And the zen-like euphoria it produces.
Option 1 -- It's easiest to approach them from behind. Slowly, very slowy close the gap between the blades, then snip fast. This works about 20% of the time.
Option 2 -- Get them against the fence; it's harder for them to jump away or to get cover. Works about 25% of the time, but you scratch your fence.
Option 3 -- This is the best! They think that you can't see them so they scurry to the underside of a leaf. Well, considering how much damage they've done to almost evey type of plant in my garden so far (and it ain't even August yet--we're talking complete skeltonization of 3' x 3' plants and hundreds of hoppers), I'm willing to sacrifice a leaf or potential flowering stem to get them. Just snip right through the leaf. Approximate the middle of their body by their attennae and legs sticking out from behind. Works about 50-60% of the time, if not more once you get in the zone.

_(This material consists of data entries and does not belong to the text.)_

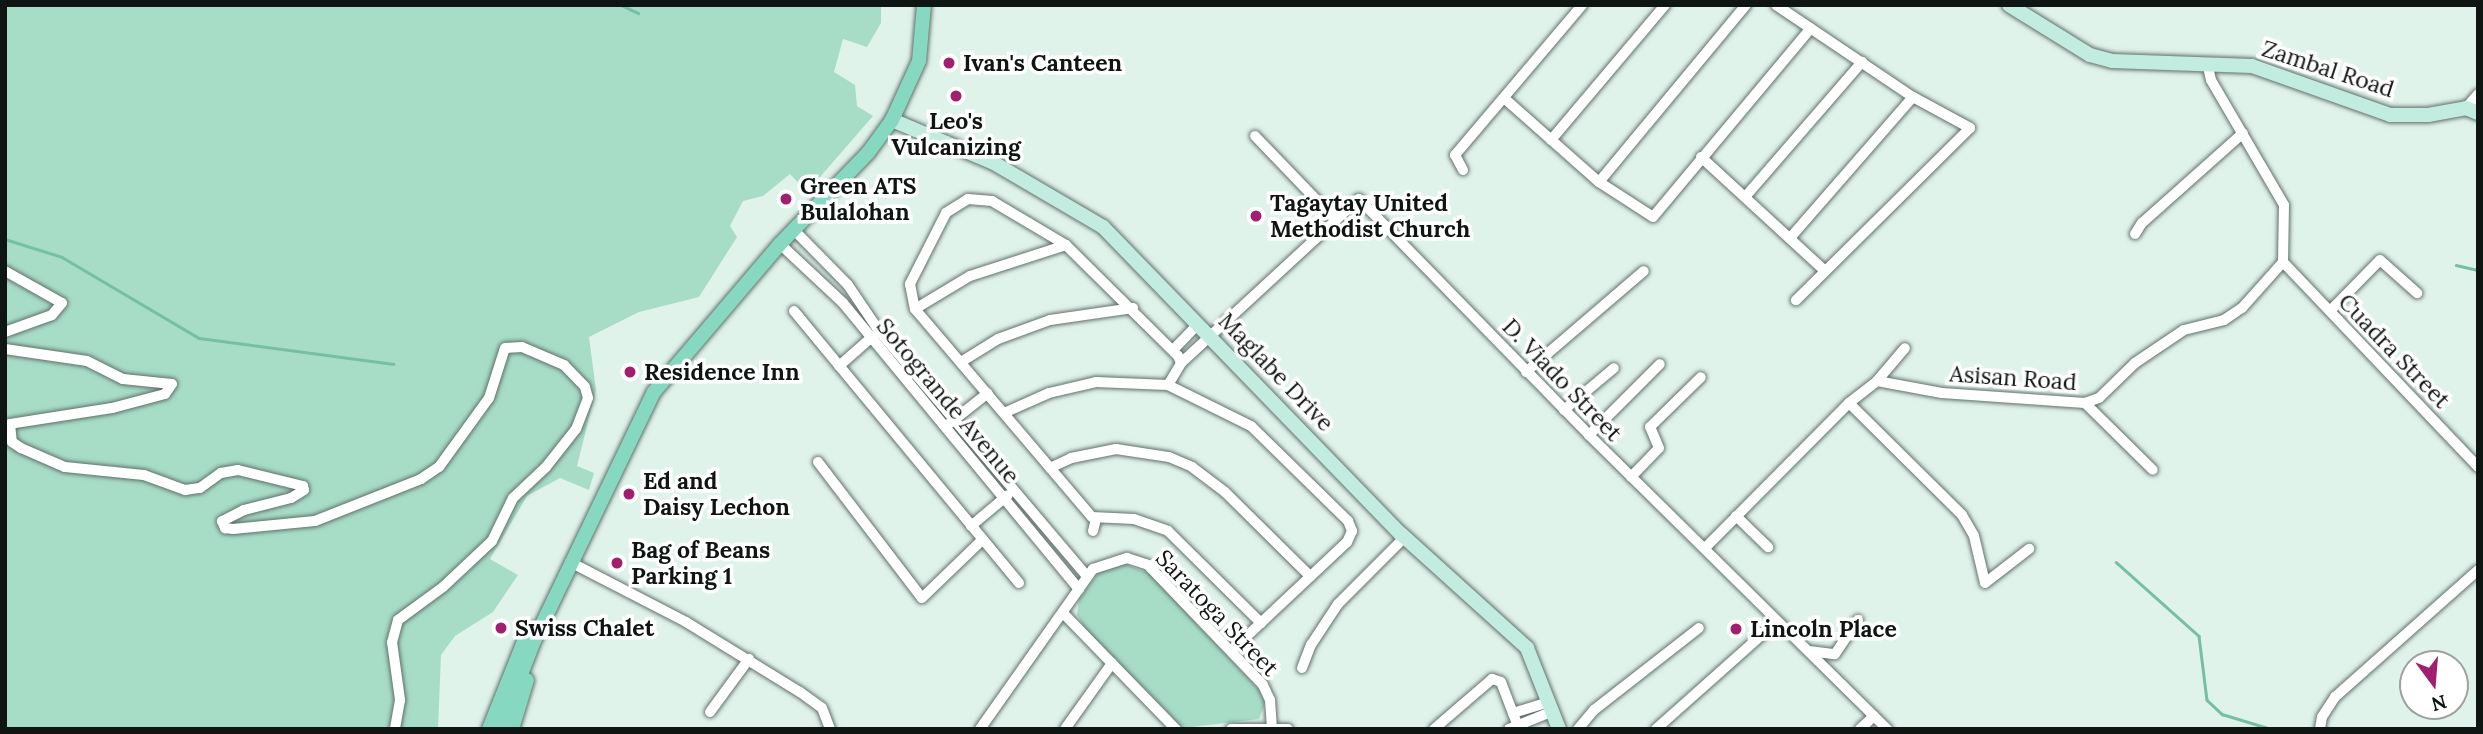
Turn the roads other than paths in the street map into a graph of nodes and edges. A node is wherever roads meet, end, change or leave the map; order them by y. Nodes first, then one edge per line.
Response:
1 (924, 5) edge
2 (1582, 5) edge
3 (1665, 5) edge
4 (1746, 5) edge
5 (1776, 5) edge
6 (2010, 5) edge
7 (1811, 28) junction
8 (1862, 62) junction
9 (2207, 63) junction
10 (2478, 94) edge
11 (1913, 97) junction
12 (1504, 98) junction
13 (2472, 111) edge
14 (892, 120) junction
15 (2242, 133) junction
16 (1255, 136) dead end
17 (1552, 140) junction
18 (1701, 157) junction
19 (1463, 170) dead end
20 (1599, 182) junction
21 (1745, 197) junction
22 (1334, 218) junction
23 (795, 231) junction
24 (2135, 234) dead end
25 (1790, 238) junction
26 (780, 244) junction
27 (1066, 245) junction
28 (2283, 262) junction
29 (1824, 270) junction
30 (5, 271) edge
31 (1644, 271) dead end
32 (840, 277) junction
33 (829, 287) junction
34 (2417, 293) dead end
35 (855, 294) junction
36 (1796, 300) dead end
37 (843, 303) junction
38 (1133, 308) junction
39 (915, 309) junction
40 (794, 311) dead end
41 (2330, 311) junction
42 (1203, 329) junction
43 (879, 331) junction
44 (5, 332) edge
45 (869, 339) junction
46 (1905, 348) dead end
47 (5, 349) edge
48 (1173, 350) junction
49 (961, 362) junction
50 (1181, 363) junction
51 (1660, 364) dead end
52 (839, 366) junction
53 (1614, 368) dead end
54 (1526, 372) junction
55 (1701, 377) dead end
56 (1877, 382) junction
57 (1168, 385) junction
58 (988, 393) junction
59 (1850, 403) junction
60 (2085, 403) junction
61 (1564, 410) junction
62 (1004, 413) junction
63 (955, 420) junction
64 (945, 428) junction
65 (1589, 435) junction
66 (818, 462) dead end
67 (2478, 467) edge
68 (1050, 468) junction
69 (2153, 470) dead end
70 (1631, 477) junction
71 (1014, 490) junction
72 (1004, 498) junction
73 (1736, 516) junction
74 (1096, 519) junction
75 (971, 526) junction
76 (1093, 531) dead end
77 (1405, 537) junction
78 (982, 540) junction
79 (1768, 547) dead end
80 (1705, 548) junction
81 (2029, 549) dead end
82 (570, 562) junction
83 (2478, 570) edge
84 (1087, 576) junction
85 (1310, 576) junction
86 (1020, 583) dead end
87 (1079, 589) junction
88 (1063, 613) junction
89 (1858, 620) dead end
90 (1776, 622) junction
91 (1261, 623) junction
92 (1699, 628) dead end
93 (1231, 651) junction
94 (1809, 651) junction
95 (749, 660) junction
96 (1112, 663) junction
97 (1302, 668) dead end
98 (1551, 706) junction
99 (710, 712) dead end
100 (1874, 716) junction
101 (1514, 723) edge
102 (1272, 726) junction
103 (1441, 727) edge
104 (395, 729) edge
105 (489, 729) edge
106 (500, 729) edge
107 (512, 729) edge
108 (830, 729) edge
109 (980, 729) edge
110 (1065, 729) edge
111 (1175, 729) edge
112 (1231, 729) edge
113 (1288, 729) edge
114 (1559, 729) edge
115 (1578, 729) edge
116 (1656, 729) edge
117 (1860, 729) edge
118 (1887, 729) edge
119 (2320, 729) edge

1 - 14 main road
2 - 12 street
3 - 17 street
4 - 20 street
5 - 7 street
6 - 9 main road, Zambal Road
7 - 8 street
7 - 18 street
8 - 11 street
8 - 21 street
9 - 13 main road, Zambal Road
9 - 15 street
10 - 13 street
11 - 25 street
11 - 29 street
12 - 17 street
12 - 19 street
14 - 23 main road
14 - 42 main road, Maglabe Drive
15 - 24 street
15 - 28 street
16 - 22 street
17 - 20 street
18 - 20 street
18 - 21 street
21 - 25 street
22 - 42 street, D. Viado Street
22 - 54 street, D. Viado Street
23 - 26 main road
23 - 32 street, Sotogrande Avenue
25 - 29 street
26 - 33 street, Sotogrande Avenue
26 - 82 main road
27 - 38 street
27 - 39 street
27 - 39 street
28 - 41 street, Cuadra Street
28 - 60 street, Asisan Road
29 - 36 street
30 - 44 street
31 - 54 street
32 - 33 street
32 - 35 street, Sotogrande Avenue
33 - 37 street, Sotogrande Avenue
34 - 41 street
35 - 37 street
35 - 43 street, Sotogrande Avenue
37 - 45 street, Sotogrande Avenue
38 - 48 street
38 - 49 street
39 - 49 street
40 - 52 street
41 - 67 street, Cuadra Street
42 - 48 street
42 - 50 street
42 - 77 main road, Maglabe Drive
43 - 45 street
43 - 63 street, Sotogrande Avenue
45 - 52 street
45 - 64 street, Sotogrande Avenue
46 - 56 street
47 - 104 street
48 - 50 street
49 - 58 street
50 - 57 street
51 - 65 street
52 - 75 street
53 - 61 street
54 - 61 street, D. Viado Street
55 - 70 street
56 - 59 street
56 - 60 street, Asisan Road
57 - 62 street
57 - 85 street
58 - 62 street
58 - 63 street
59 - 73 street
59 - 81 street
60 - 69 street
61 - 65 street, D. Viado Street
62 - 68 street
63 - 64 street
63 - 71 street, Sotogrande Avenue
64 - 72 street, Sotogrande Avenue
65 - 70 street, D. Viado Street
66 - 78 street
68 - 74 street
68 - 85 street
70 - 80 street, D. Viado Street
71 - 72 street
71 - 84 street, Sotogrande Avenue
72 - 75 street
72 - 87 street, Sotogrande Avenue
73 - 79 street
73 - 80 street
74 - 76 street
74 - 91 street
75 - 78 street
77 - 97 street
77 - 98 main road, Maglabe Drive
78 - 86 street
80 - 90 street, D. Viado Street
82 - 95 street
82 - 105 main road
82 - 106 main road
82 - 107 main road
83 - 119 street
84 - 87 street, Saratoga Street
84 - 93 street, Saratoga Street
85 - 91 street
87 - 88 street, Saratoga Street
88 - 96 street
88 - 109 street, Saratoga Street
89 - 94 street
90 - 94 street, D. Viado Street
90 - 116 street
91 - 93 street
92 - 115 street
93 - 102 street, Saratoga Street
94 - 100 street, D. Viado Street
95 - 99 street
95 - 108 street
96 - 110 street
96 - 111 street
98 - 101 street
98 - 114 main road, Maglabe Drive
100 - 117 street
100 - 118 street, D. Viado Street
101 - 103 street
102 - 112 street
102 - 113 street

The art of grasshopper killing with scissors is an ancient one, handed down from the Chinese and Japanese bonsai masters--and popularized by Mr. Miyagi with his catch-a-fly-with-chopsticks technique. Try it! Not only will you feel calm and focused, you may have killed or seriously injured a female grasshopper.
In my book, even a legless grasshopper isn't as much of a threat as a two-legged insect. (And obviously the bigger they are, the easier they fall.)
Let the hate mail and comments for disgust ensue, but keep in mind pepper spray and molasses isn't working (esp molasses), and I don't believe in pesticides. This seems pretty darn organic to me, especially as I scissored about 20 tonight.